I agree with @nooneisback, I’d like to hear more about this mystical multithreading. I’ve searched through your talk however I wasn’t able to find where you talked about it. Multithreading has historically been an issue for non-functional scripting languages since they are often OS / machine dependent and reverse many of the advantages of working in simple scripting languages.


Right now we have a design but not even a prototype so it’s too early to share details - when we get closer we will definitely have preview builds etc to make sure the concept is sane and sound.


I’m definitely excited for this! It’s a shame though that it’s a never ending full-on war with exploiters though. No matter what we throw they just throw something else back after a few weeks, or even less than that sometimes.
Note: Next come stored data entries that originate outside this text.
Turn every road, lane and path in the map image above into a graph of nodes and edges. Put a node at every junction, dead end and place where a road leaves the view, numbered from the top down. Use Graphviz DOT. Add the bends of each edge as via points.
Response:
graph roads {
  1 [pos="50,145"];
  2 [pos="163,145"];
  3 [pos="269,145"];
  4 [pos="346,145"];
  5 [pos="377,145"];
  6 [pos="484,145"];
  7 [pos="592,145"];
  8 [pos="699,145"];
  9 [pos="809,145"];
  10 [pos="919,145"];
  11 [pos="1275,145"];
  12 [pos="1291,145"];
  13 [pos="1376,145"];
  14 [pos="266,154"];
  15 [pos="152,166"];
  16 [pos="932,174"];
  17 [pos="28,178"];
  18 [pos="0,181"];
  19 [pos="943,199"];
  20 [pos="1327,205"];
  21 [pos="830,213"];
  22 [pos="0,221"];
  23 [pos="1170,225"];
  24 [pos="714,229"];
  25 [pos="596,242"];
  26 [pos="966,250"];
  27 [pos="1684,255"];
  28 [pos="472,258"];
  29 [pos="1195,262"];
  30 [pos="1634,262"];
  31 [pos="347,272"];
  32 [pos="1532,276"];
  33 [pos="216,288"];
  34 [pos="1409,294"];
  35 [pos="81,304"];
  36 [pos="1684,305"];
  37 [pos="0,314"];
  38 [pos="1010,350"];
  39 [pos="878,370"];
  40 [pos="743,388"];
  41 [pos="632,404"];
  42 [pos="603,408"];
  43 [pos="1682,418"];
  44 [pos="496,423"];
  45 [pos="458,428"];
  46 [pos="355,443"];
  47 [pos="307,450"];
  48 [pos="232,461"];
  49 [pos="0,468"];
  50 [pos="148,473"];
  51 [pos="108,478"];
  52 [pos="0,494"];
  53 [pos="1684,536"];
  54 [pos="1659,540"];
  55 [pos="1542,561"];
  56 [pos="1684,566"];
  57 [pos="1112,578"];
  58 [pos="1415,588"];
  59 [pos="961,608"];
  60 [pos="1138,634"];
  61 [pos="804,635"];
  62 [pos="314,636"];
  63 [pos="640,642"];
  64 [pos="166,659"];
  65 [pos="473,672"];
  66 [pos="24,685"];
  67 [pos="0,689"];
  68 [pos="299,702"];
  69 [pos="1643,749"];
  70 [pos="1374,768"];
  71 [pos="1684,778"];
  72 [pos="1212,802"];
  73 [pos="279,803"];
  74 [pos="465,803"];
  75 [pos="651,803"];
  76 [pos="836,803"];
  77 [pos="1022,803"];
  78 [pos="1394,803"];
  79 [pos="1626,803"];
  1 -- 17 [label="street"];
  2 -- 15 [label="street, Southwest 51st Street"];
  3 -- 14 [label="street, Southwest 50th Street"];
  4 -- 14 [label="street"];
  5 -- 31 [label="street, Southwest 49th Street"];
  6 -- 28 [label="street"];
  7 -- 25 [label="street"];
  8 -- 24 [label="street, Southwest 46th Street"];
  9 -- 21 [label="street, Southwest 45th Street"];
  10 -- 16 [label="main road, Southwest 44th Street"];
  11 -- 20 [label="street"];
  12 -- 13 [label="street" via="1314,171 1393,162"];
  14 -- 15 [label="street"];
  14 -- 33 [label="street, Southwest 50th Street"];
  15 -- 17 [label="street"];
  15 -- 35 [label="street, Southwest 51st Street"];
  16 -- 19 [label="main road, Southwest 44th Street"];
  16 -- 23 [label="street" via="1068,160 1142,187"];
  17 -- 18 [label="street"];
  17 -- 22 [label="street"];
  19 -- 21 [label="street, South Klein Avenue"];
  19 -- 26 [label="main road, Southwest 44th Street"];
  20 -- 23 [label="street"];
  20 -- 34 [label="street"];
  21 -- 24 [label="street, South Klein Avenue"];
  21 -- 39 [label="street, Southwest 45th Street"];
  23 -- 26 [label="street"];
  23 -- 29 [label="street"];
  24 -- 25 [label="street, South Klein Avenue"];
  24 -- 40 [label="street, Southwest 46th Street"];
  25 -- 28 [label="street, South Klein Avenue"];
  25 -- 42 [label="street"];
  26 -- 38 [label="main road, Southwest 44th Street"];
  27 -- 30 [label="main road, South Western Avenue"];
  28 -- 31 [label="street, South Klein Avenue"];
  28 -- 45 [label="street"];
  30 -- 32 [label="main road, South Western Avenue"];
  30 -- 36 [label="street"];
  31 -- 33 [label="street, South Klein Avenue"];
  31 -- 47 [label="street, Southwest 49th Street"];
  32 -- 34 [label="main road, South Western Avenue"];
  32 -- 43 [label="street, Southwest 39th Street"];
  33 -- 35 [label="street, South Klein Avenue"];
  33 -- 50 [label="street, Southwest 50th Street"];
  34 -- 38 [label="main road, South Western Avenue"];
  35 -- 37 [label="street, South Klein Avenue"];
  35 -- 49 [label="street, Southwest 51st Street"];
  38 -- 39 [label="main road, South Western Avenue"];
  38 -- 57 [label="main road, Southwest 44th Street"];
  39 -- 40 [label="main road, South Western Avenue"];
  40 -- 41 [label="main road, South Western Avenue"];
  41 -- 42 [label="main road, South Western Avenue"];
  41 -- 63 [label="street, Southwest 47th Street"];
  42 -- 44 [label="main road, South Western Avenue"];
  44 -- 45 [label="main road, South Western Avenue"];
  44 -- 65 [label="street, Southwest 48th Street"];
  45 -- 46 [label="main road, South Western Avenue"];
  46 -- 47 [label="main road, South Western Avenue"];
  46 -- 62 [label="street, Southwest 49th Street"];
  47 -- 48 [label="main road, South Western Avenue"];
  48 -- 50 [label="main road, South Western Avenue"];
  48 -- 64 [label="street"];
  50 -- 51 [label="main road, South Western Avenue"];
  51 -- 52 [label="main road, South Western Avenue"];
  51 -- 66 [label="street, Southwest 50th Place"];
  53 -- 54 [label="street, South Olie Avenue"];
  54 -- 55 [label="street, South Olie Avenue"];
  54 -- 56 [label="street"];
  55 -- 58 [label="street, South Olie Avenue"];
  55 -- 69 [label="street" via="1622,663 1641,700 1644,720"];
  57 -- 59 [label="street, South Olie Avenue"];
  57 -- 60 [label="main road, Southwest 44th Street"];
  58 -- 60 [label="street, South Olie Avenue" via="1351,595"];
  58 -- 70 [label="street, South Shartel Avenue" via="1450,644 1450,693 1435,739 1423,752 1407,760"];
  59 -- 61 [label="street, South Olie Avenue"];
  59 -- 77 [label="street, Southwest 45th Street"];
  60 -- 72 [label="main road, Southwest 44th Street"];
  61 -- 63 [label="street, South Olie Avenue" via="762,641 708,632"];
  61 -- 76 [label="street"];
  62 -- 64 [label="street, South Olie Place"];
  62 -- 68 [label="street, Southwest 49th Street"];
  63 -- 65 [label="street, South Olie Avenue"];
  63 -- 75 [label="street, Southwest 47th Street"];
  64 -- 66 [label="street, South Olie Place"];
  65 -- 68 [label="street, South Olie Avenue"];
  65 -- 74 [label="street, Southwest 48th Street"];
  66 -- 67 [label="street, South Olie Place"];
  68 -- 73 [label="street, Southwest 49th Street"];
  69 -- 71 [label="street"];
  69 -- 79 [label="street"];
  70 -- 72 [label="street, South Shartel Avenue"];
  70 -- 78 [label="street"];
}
The performance boost I’m sure will also be greatly appreciated!


Next Up: 64 bit servers

That aside, this significantly improves the ability to make huge creations. I’ve noticed that a lot of stuff is 1.5-3 times faster, which is great for huge map calculations and any loop. Glad to see Roblox following the roadmap, I look forward to more!


Does this finally mean that my local scripts are safe from being decompiled by exploiters?


Short answer, no.

Longer answer:

Only temporarily, depending on how fast the exploiters adjust their decompilers. Even so, I would never use the word “safe” to describe anything exposed to the client.


Are there any plans for a general purpose vector/matrix computation library?


I am very excited to see it come, and LuaU is more of a way I’d say it as well, Luau sounds off, though this is a change, it won’t hold off the exploiters, they will simply just require time to update their scripts & injectors, though I am happy to see performance will be highly changed!

With that being said, I’m now working on a Battle Royal game, thanks to this update! :happy3:


This would be great for me personally, if it didn’t break what I used for my game (I run a personal script builder game for me and my friends). I replicate a localscript-like environment and I use __namecall for my fake objects (specifically my fake LocalPlayer instance). This has caused my converter to break, so I was wondering if we will ever get the name of the method passed into __namecall again.


Synapse is already compatible with the VM and they are already working on a decompiler for it. Don’t rely on this update for game security.


I’ve been hyped for the release of this as a scripter and someone who plays Phantom Forces on a sub-par CPU (irrelevant I know, I had to say this lol)

Very happy with the performance gains in my scripts!


Are there any practices that have been negatively impacted by this? Has anything gotten slower as a side effect? I understand that certain practices are no longer needed/fastest, but was anything slowed down?


As far as we know, there are practices that will make your code run slower than it can, but at the same speed as it used to on the old VM.